** Task statement **
Could you write out every entry exactly as it stands?

___ Recorded data ___

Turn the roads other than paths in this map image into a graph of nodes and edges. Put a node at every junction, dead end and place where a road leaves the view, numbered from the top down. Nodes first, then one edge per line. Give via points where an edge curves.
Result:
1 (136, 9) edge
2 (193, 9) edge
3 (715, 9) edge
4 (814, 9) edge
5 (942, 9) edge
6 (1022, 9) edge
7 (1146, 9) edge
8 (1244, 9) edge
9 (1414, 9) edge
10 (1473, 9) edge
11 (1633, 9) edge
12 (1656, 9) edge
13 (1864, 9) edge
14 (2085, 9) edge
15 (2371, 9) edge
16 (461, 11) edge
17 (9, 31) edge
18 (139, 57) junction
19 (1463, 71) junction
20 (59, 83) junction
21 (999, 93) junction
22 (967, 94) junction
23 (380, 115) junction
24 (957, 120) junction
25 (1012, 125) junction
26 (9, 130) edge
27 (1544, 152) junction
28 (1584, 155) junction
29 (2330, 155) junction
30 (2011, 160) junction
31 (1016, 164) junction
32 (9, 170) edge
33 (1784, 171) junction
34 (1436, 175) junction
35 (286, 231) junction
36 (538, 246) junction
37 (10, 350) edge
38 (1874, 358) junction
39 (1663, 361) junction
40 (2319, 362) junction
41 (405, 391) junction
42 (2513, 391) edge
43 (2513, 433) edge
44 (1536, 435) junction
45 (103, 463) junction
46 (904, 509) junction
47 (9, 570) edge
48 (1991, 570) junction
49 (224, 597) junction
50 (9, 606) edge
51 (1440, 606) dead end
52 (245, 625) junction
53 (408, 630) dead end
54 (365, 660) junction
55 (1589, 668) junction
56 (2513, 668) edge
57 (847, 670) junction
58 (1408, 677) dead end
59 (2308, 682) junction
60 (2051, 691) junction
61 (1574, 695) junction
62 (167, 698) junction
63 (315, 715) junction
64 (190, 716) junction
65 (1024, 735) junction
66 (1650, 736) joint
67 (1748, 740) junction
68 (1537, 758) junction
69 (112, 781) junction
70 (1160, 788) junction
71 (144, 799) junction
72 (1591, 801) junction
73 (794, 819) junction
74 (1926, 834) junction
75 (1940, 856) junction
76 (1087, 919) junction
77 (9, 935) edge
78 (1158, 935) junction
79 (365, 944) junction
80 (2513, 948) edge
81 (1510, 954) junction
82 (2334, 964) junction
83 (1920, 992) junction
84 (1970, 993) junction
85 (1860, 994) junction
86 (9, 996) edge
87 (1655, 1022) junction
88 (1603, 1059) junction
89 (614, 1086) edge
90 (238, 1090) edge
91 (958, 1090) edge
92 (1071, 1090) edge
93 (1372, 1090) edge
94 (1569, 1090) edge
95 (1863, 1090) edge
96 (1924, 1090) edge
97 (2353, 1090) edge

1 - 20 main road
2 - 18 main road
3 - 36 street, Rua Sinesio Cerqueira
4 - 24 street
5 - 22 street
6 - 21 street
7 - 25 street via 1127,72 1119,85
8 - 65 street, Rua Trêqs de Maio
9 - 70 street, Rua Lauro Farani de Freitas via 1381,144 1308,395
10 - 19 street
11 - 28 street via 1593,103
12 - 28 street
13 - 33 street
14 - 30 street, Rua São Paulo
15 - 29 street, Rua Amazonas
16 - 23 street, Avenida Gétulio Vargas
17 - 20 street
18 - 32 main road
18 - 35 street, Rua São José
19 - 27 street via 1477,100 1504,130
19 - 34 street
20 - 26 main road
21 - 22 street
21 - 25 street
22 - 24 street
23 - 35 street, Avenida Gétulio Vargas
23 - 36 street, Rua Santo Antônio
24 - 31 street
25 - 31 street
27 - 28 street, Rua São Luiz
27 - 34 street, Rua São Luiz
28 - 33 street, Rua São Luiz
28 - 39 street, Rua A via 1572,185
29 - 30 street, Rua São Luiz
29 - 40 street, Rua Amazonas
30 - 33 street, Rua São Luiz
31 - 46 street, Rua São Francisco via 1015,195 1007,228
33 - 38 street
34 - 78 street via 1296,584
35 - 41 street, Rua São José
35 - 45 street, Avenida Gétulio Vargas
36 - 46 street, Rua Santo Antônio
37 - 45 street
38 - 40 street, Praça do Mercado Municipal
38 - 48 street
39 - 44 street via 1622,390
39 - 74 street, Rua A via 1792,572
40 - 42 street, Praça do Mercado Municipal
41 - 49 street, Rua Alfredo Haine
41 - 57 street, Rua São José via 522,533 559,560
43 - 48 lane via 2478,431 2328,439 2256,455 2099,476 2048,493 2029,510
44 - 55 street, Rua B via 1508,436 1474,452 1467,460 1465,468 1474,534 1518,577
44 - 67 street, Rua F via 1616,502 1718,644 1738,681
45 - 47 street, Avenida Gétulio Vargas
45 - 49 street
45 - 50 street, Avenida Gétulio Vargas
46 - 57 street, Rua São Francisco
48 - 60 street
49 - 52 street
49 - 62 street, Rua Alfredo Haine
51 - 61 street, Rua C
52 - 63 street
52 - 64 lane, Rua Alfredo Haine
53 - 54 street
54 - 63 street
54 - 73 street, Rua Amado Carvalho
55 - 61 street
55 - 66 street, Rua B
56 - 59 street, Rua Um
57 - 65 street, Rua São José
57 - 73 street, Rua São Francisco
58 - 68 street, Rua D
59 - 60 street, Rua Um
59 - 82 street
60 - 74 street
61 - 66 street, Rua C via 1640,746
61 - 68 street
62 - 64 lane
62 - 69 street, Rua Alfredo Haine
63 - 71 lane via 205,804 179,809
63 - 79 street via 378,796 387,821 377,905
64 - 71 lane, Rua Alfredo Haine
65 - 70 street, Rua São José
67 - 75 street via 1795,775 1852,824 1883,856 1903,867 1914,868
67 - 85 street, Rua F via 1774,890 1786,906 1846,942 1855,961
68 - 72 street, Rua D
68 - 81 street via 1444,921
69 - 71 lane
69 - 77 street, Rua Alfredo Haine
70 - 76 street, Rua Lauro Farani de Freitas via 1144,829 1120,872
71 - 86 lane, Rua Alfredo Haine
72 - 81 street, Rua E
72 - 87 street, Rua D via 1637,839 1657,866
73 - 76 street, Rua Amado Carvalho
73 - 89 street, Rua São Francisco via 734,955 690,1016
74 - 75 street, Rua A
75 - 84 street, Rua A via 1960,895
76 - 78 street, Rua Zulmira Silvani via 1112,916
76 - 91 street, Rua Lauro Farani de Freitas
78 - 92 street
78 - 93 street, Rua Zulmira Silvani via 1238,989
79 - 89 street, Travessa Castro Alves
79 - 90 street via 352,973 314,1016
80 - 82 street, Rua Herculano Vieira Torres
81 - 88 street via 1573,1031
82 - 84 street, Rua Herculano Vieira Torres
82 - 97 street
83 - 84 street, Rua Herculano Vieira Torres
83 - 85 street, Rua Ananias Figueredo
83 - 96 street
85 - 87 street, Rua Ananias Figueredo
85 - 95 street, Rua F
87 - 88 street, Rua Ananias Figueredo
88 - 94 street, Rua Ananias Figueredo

___

** Reply to the exercise **
Turn the roads other than paths in this map image into a graph of nodes and edges. Put a node at every junction, dead end and place where a road leaves the view, numbered from the top down. Nodes first, then one edge per line. Give via points where an edge curves.
Result:
1 (136, 9) edge
2 (193, 9) edge
3 (715, 9) edge
4 (814, 9) edge
5 (942, 9) edge
6 (1022, 9) edge
7 (1146, 9) edge
8 (1244, 9) edge
9 (1414, 9) edge
10 (1473, 9) edge
11 (1633, 9) edge
12 (1656, 9) edge
13 (1864, 9) edge
14 (2085, 9) edge
15 (2371, 9) edge
16 (461, 11) edge
17 (9, 31) edge
18 (139, 57) junction
19 (1463, 71) junction
20 (59, 83) junction
21 (999, 93) junction
22 (967, 94) junction
23 (380, 115) junction
24 (957, 120) junction
25 (1012, 125) junction
26 (9, 130) edge
27 (1544, 152) junction
28 (1584, 155) junction
29 (2330, 155) junction
30 (2011, 160) junction
31 (1016, 164) junction
32 (9, 170) edge
33 (1784, 171) junction
34 (1436, 175) junction
35 (286, 231) junction
36 (538, 246) junction
37 (10, 350) edge
38 (1874, 358) junction
39 (1663, 361) junction
40 (2319, 362) junction
41 (405, 391) junction
42 (2513, 391) edge
43 (2513, 433) edge
44 (1536, 435) junction
45 (103, 463) junction
46 (904, 509) junction
47 (9, 570) edge
48 (1991, 570) junction
49 (224, 597) junction
50 (9, 606) edge
51 (1440, 606) dead end
52 (245, 625) junction
53 (408, 630) dead end
54 (365, 660) junction
55 (1589, 668) junction
56 (2513, 668) edge
57 (847, 670) junction
58 (1408, 677) dead end
59 (2308, 682) junction
60 (2051, 691) junction
61 (1574, 695) junction
62 (167, 698) junction
63 (315, 715) junction
64 (190, 716) junction
65 (1024, 735) junction
66 (1650, 736) joint
67 (1748, 740) junction
68 (1537, 758) junction
69 (112, 781) junction
70 (1160, 788) junction
71 (144, 799) junction
72 (1591, 801) junction
73 (794, 819) junction
74 (1926, 834) junction
75 (1940, 856) junction
76 (1087, 919) junction
77 (9, 935) edge
78 (1158, 935) junction
79 (365, 944) junction
80 (2513, 948) edge
81 (1510, 954) junction
82 (2334, 964) junction
83 (1920, 992) junction
84 (1970, 993) junction
85 (1860, 994) junction
86 (9, 996) edge
87 (1655, 1022) junction
88 (1603, 1059) junction
89 (614, 1086) edge
90 (238, 1090) edge
91 (958, 1090) edge
92 (1071, 1090) edge
93 (1372, 1090) edge
94 (1569, 1090) edge
95 (1863, 1090) edge
96 (1924, 1090) edge
97 (2353, 1090) edge

1 - 20 main road
2 - 18 main road
3 - 36 street, Rua Sinesio Cerqueira
4 - 24 street
5 - 22 street
6 - 21 street
7 - 25 street via 1127,72 1119,85
8 - 65 street, Rua Trêqs de Maio
9 - 70 street, Rua Lauro Farani de Freitas via 1381,144 1308,395
10 - 19 street
11 - 28 street via 1593,103
12 - 28 street
13 - 33 street
14 - 30 street, Rua São Paulo
15 - 29 street, Rua Amazonas
16 - 23 street, Avenida Gétulio Vargas
17 - 20 street
18 - 32 main road
18 - 35 street, Rua São José
19 - 27 street via 1477,100 1504,130
19 - 34 street
20 - 26 main road
21 - 22 street
21 - 25 street
22 - 24 street
23 - 35 street, Avenida Gétulio Vargas
23 - 36 street, Rua Santo Antônio
24 - 31 street
25 - 31 street
27 - 28 street, Rua São Luiz
27 - 34 street, Rua São Luiz
28 - 33 street, Rua São Luiz
28 - 39 street, Rua A via 1572,185
29 - 30 street, Rua São Luiz
29 - 40 street, Rua Amazonas
30 - 33 street, Rua São Luiz
31 - 46 street, Rua São Francisco via 1015,195 1007,228
33 - 38 street
34 - 78 street via 1296,584
35 - 41 street, Rua São José
35 - 45 street, Avenida Gétulio Vargas
36 - 46 street, Rua Santo Antônio
37 - 45 street
38 - 40 street, Praça do Mercado Municipal
38 - 48 street
39 - 44 street via 1622,390
39 - 74 street, Rua A via 1792,572
40 - 42 street, Praça do Mercado Municipal
41 - 49 street, Rua Alfredo Haine
41 - 57 street, Rua São José via 522,533 559,560
43 - 48 lane via 2478,431 2328,439 2256,455 2099,476 2048,493 2029,510
44 - 55 street, Rua B via 1508,436 1474,452 1467,460 1465,468 1474,534 1518,577
44 - 67 street, Rua F via 1616,502 1718,644 1738,681
45 - 47 street, Avenida Gétulio Vargas
45 - 49 street
45 - 50 street, Avenida Gétulio Vargas
46 - 57 street, Rua São Francisco
48 - 60 street
49 - 52 street
49 - 62 street, Rua Alfredo Haine
51 - 61 street, Rua C
52 - 63 street
52 - 64 lane, Rua Alfredo Haine
53 - 54 street
54 - 63 street
54 - 73 street, Rua Amado Carvalho
55 - 61 street
55 - 66 street, Rua B
56 - 59 street, Rua Um
57 - 65 street, Rua São José
57 - 73 street, Rua São Francisco
58 - 68 street, Rua D
59 - 60 street, Rua Um
59 - 82 street
60 - 74 street
61 - 66 street, Rua C via 1640,746
61 - 68 street
62 - 64 lane
62 - 69 street, Rua Alfredo Haine
63 - 71 lane via 205,804 179,809
63 - 79 street via 378,796 387,821 377,905
64 - 71 lane, Rua Alfredo Haine
65 - 70 street, Rua São José
67 - 75 street via 1795,775 1852,824 1883,856 1903,867 1914,868
67 - 85 street, Rua F via 1774,890 1786,906 1846,942 1855,961
68 - 72 street, Rua D
68 - 81 street via 1444,921
69 - 71 lane
69 - 77 street, Rua Alfredo Haine
70 - 76 street, Rua Lauro Farani de Freitas via 1144,829 1120,872
71 - 86 lane, Rua Alfredo Haine
72 - 81 street, Rua E
72 - 87 street, Rua D via 1637,839 1657,866
73 - 76 street, Rua Amado Carvalho
73 - 89 street, Rua São Francisco via 734,955 690,1016
74 - 75 street, Rua A
75 - 84 street, Rua A via 1960,895
76 - 78 street, Rua Zulmira Silvani via 1112,916
76 - 91 street, Rua Lauro Farani de Freitas
78 - 92 street
78 - 93 street, Rua Zulmira Silvani via 1238,989
79 - 89 street, Travessa Castro Alves
79 - 90 street via 352,973 314,1016
80 - 82 street, Rua Herculano Vieira Torres
81 - 88 street via 1573,1031
82 - 84 street, Rua Herculano Vieira Torres
82 - 97 street
83 - 84 street, Rua Herculano Vieira Torres
83 - 85 street, Rua Ananias Figueredo
83 - 96 street
85 - 87 street, Rua Ananias Figueredo
85 - 95 street, Rua F
87 - 88 street, Rua Ananias Figueredo
88 - 94 street, Rua Ananias Figueredo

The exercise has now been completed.